* Exercise *
Give the entries again exactly, without pictures.

[Records contained in a dataset]
#####
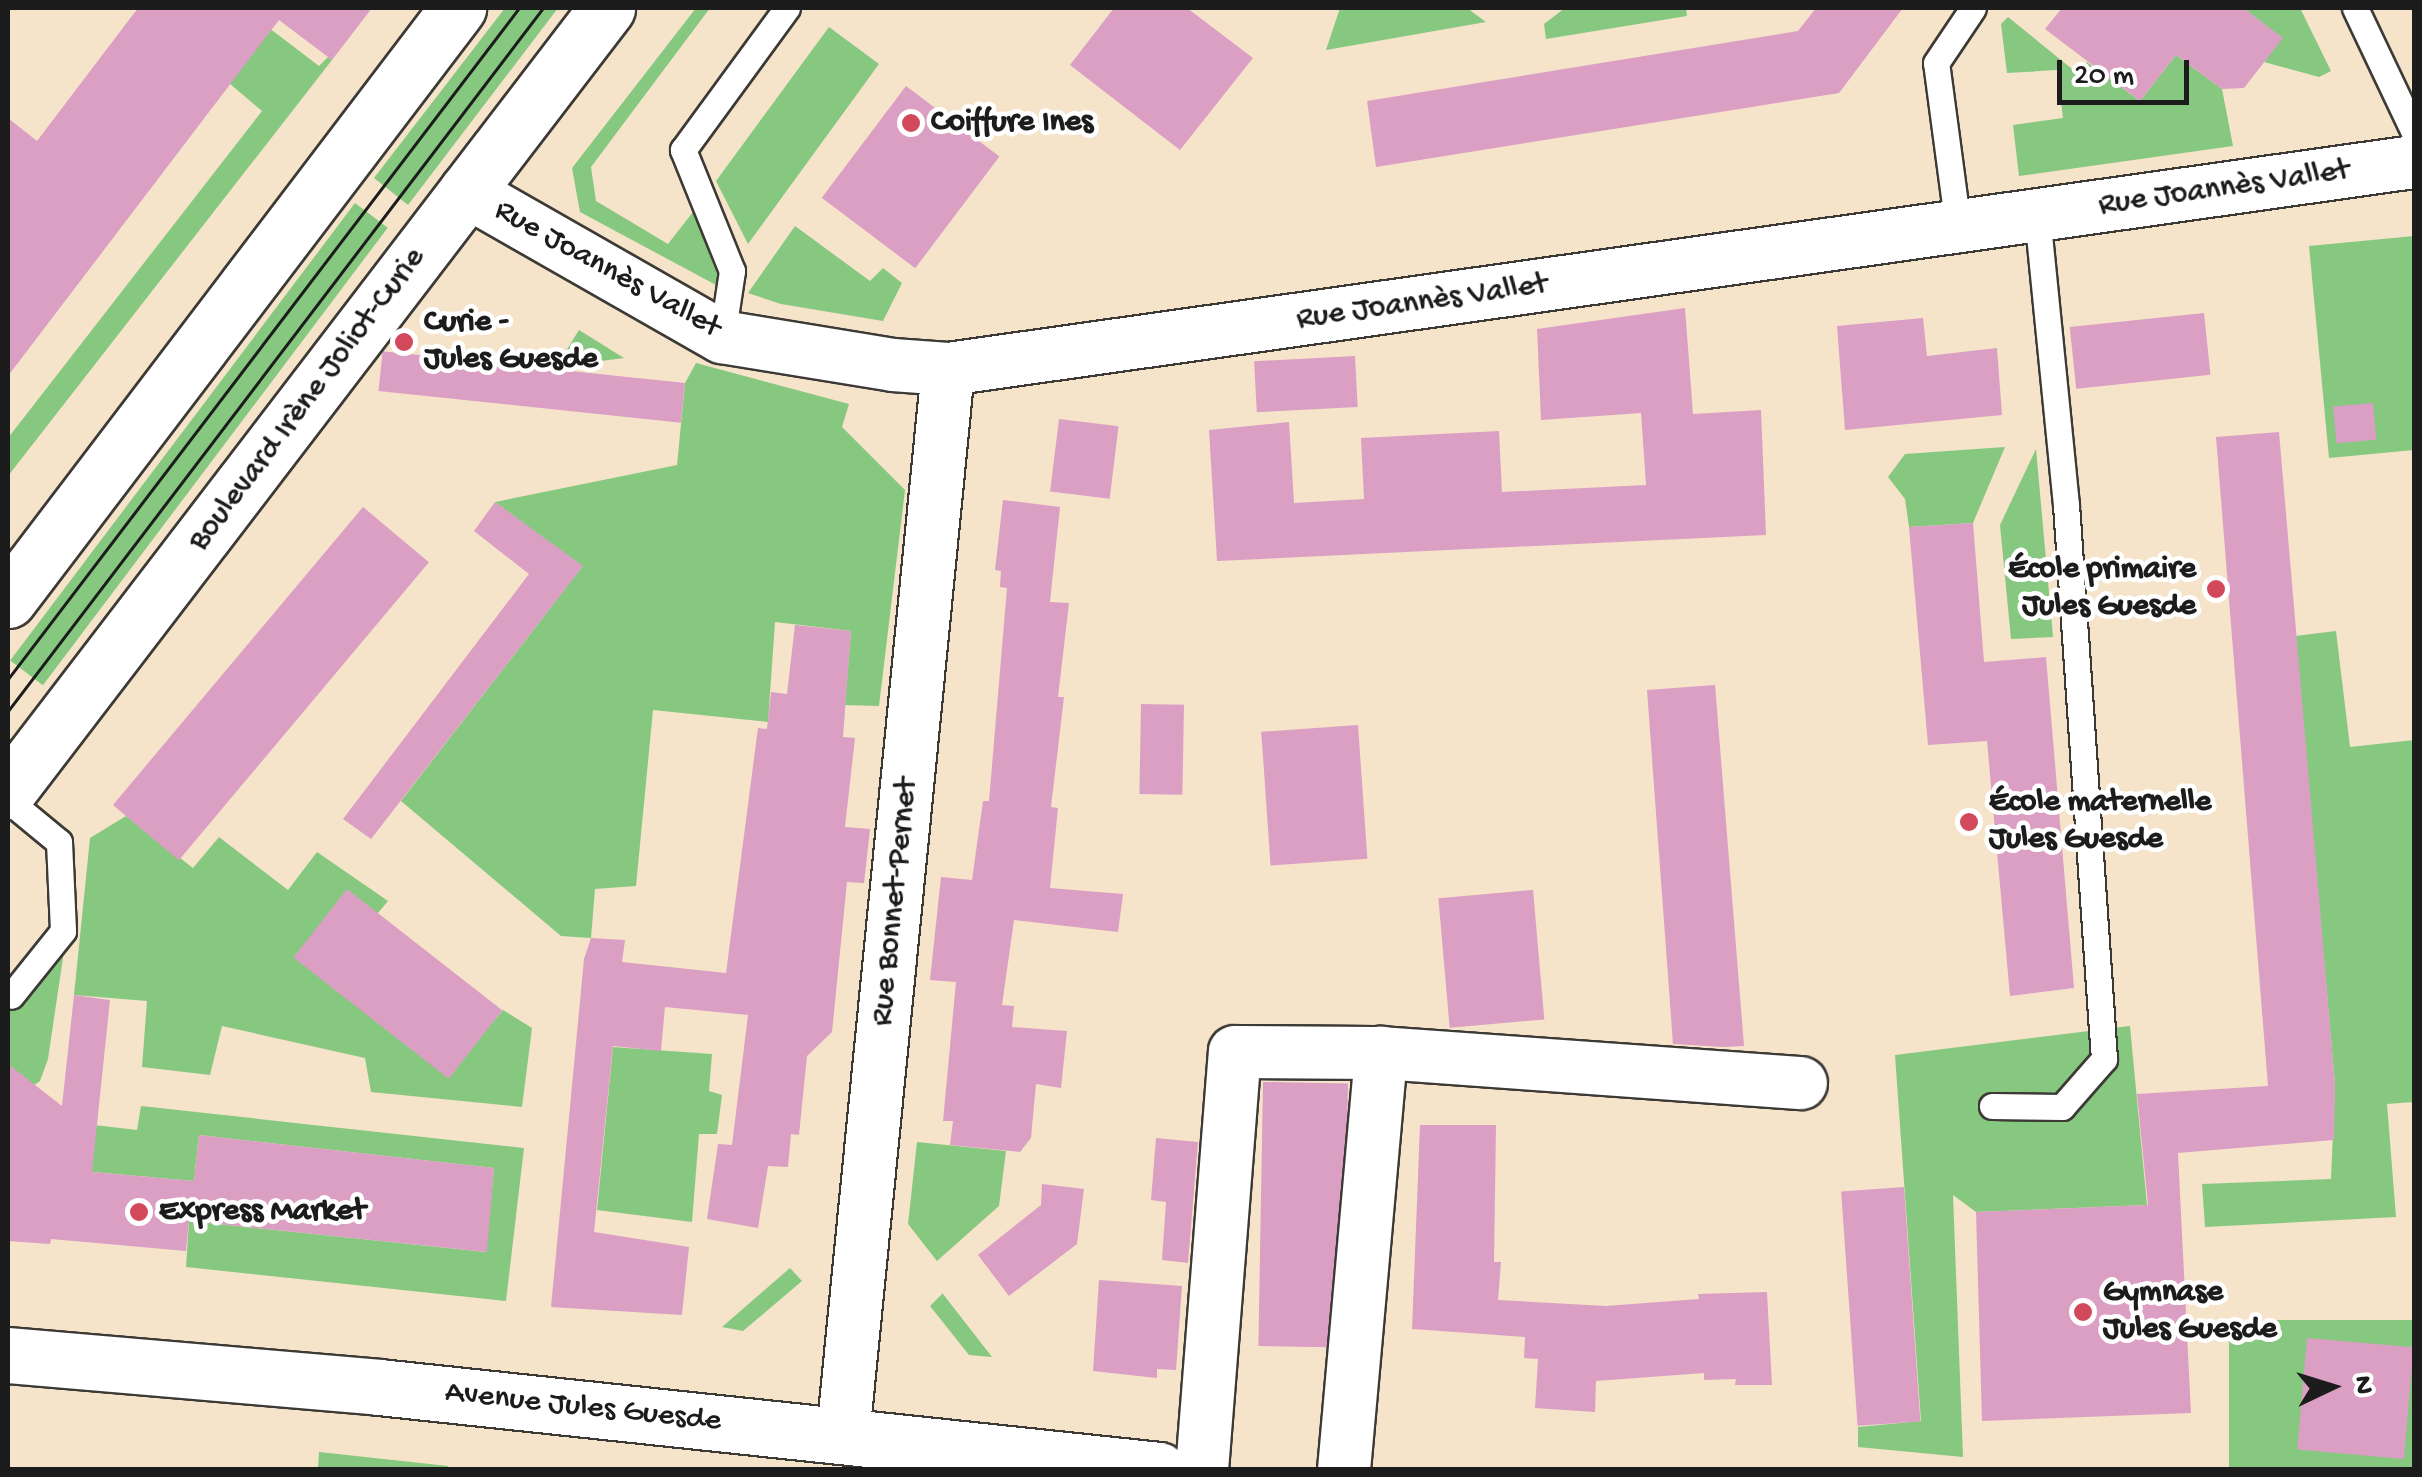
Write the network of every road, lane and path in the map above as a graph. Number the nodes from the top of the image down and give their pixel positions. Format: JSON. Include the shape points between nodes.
{"nodes":[{"id":1,"x":458,"y":8,"type":"edge"},
{"id":2,"x":606,"y":8,"type":"edge"},
{"id":3,"x":787,"y":8,"type":"edge"},
{"id":4,"x":1973,"y":8,"type":"edge"},
{"id":5,"x":2355,"y":8,"type":"edge"},
{"id":6,"x":2414,"y":132,"type":"edge"},
{"id":7,"x":2414,"y":162,"type":"edge"},
{"id":8,"x":466,"y":191,"type":"junction"},
{"id":9,"x":2036,"y":216,"type":"junction"},
{"id":10,"x":1958,"y":227,"type":"junction"},
{"id":11,"x":722,"y":337,"type":"junction"},
{"id":12,"x":948,"y":369,"type":"junction"},
{"id":13,"x":8,"y":600,"type":"edge"},
{"id":14,"x":8,"y":791,"type":"edge"},
{"id":15,"x":8,"y":800,"type":"edge"},
{"id":16,"x":11,"y":996,"type":"dead end"},
{"id":17,"x":1381,"y":1054,"type":"junction"},
{"id":18,"x":1801,"y":1084,"type":"dead end"},
{"id":19,"x":1992,"y":1106,"type":"dead end"},
{"id":20,"x":8,"y":1354,"type":"edge"},
{"id":21,"x":843,"y":1436,"type":"junction"},
{"id":22,"x":926,"y":1456,"type":"edge"},
{"id":23,"x":1094,"y":1466,"type":"edge"},
{"id":24,"x":1158,"y":1470,"type":"edge"},
{"id":25,"x":1202,"y":1470,"type":"edge"},
{"id":26,"x":1344,"y":1470,"type":"edge"}],
"edges":[{"from":1,"to":13,"type":"main road"},
{"from":2,"to":8,"type":"main road","name":"Boulevard Irène Joliot-Curie"},
{"from":3,"to":11,"type":"lane","via":[[683,150],[732,270]]},
{"from":4,"to":10,"type":"lane","via":[[1936,64]]},
{"from":5,"to":6,"type":"lane"},
{"from":7,"to":9,"type":"street","name":"Rue Joannès Vallet"},
{"from":8,"to":11,"type":"street","name":"Rue Joannès Vallet"},
{"from":8,"to":14,"type":"main road","name":"Boulevard Irène Joliot-Curie"},
{"from":9,"to":10,"type":"street","name":"Rue Joannès Vallet"},
{"from":9,"to":19,"type":"lane","via":[[2066,505],[2104,1059],[2062,1107]]},
{"from":10,"to":12,"type":"street","name":"Rue Joannès Vallet"},
{"from":11,"to":12,"type":"street","name":"Rue Joannès Vallet"},
{"from":12,"to":21,"type":"street","name":"Rue Bonnet-Pernet"},
{"from":15,"to":16,"type":"lane","via":[[58,842],[62,930]]},
{"from":17,"to":18,"type":"street"},
{"from":17,"to":25,"type":"street","via":[[1235,1052]]},
{"from":17,"to":26,"type":"street"},
{"from":20,"to":21,"type":"main road","name":"Avenue Jules Guesde"},
{"from":21,"to":22,"type":"main road","name":"Avenue Jules Guesde"},
{"from":22,"to":23,"type":"main road","name":"Avenue Jules Guesde"},
{"from":23,"to":24,"type":"main road","name":"Avenue Jules Guesde"}]}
#####
* Answer space *
Write the network of every road, lane and path in the map above as a graph. Number the nodes from the top of the image down and give their pixel positions. Format: JSON. Include the shape points between nodes.
{"nodes":[{"id":1,"x":458,"y":8,"type":"edge"},
{"id":2,"x":606,"y":8,"type":"edge"},
{"id":3,"x":787,"y":8,"type":"edge"},
{"id":4,"x":1973,"y":8,"type":"edge"},
{"id":5,"x":2355,"y":8,"type":"edge"},
{"id":6,"x":2414,"y":132,"type":"edge"},
{"id":7,"x":2414,"y":162,"type":"edge"},
{"id":8,"x":466,"y":191,"type":"junction"},
{"id":9,"x":2036,"y":216,"type":"junction"},
{"id":10,"x":1958,"y":227,"type":"junction"},
{"id":11,"x":722,"y":337,"type":"junction"},
{"id":12,"x":948,"y":369,"type":"junction"},
{"id":13,"x":8,"y":600,"type":"edge"},
{"id":14,"x":8,"y":791,"type":"edge"},
{"id":15,"x":8,"y":800,"type":"edge"},
{"id":16,"x":11,"y":996,"type":"dead end"},
{"id":17,"x":1381,"y":1054,"type":"junction"},
{"id":18,"x":1801,"y":1084,"type":"dead end"},
{"id":19,"x":1992,"y":1106,"type":"dead end"},
{"id":20,"x":8,"y":1354,"type":"edge"},
{"id":21,"x":843,"y":1436,"type":"junction"},
{"id":22,"x":926,"y":1456,"type":"edge"},
{"id":23,"x":1094,"y":1466,"type":"edge"},
{"id":24,"x":1158,"y":1470,"type":"edge"},
{"id":25,"x":1202,"y":1470,"type":"edge"},
{"id":26,"x":1344,"y":1470,"type":"edge"}],
"edges":[{"from":1,"to":13,"type":"main road"},
{"from":2,"to":8,"type":"main road","name":"Boulevard Irène Joliot-Curie"},
{"from":3,"to":11,"type":"lane","via":[[683,150],[732,270]]},
{"from":4,"to":10,"type":"lane","via":[[1936,64]]},
{"from":5,"to":6,"type":"lane"},
{"from":7,"to":9,"type":"street","name":"Rue Joannès Vallet"},
{"from":8,"to":11,"type":"street","name":"Rue Joannès Vallet"},
{"from":8,"to":14,"type":"main road","name":"Boulevard Irène Joliot-Curie"},
{"from":9,"to":10,"type":"street","name":"Rue Joannès Vallet"},
{"from":9,"to":19,"type":"lane","via":[[2066,505],[2104,1059],[2062,1107]]},
{"from":10,"to":12,"type":"street","name":"Rue Joannès Vallet"},
{"from":11,"to":12,"type":"street","name":"Rue Joannès Vallet"},
{"from":12,"to":21,"type":"street","name":"Rue Bonnet-Pernet"},
{"from":15,"to":16,"type":"lane","via":[[58,842],[62,930]]},
{"from":17,"to":18,"type":"street"},
{"from":17,"to":25,"type":"street","via":[[1235,1052]]},
{"from":17,"to":26,"type":"street"},
{"from":20,"to":21,"type":"main road","name":"Avenue Jules Guesde"},
{"from":21,"to":22,"type":"main road","name":"Avenue Jules Guesde"},
{"from":22,"to":23,"type":"main road","name":"Avenue Jules Guesde"},
{"from":23,"to":24,"type":"main road","name":"Avenue Jules Guesde"}]}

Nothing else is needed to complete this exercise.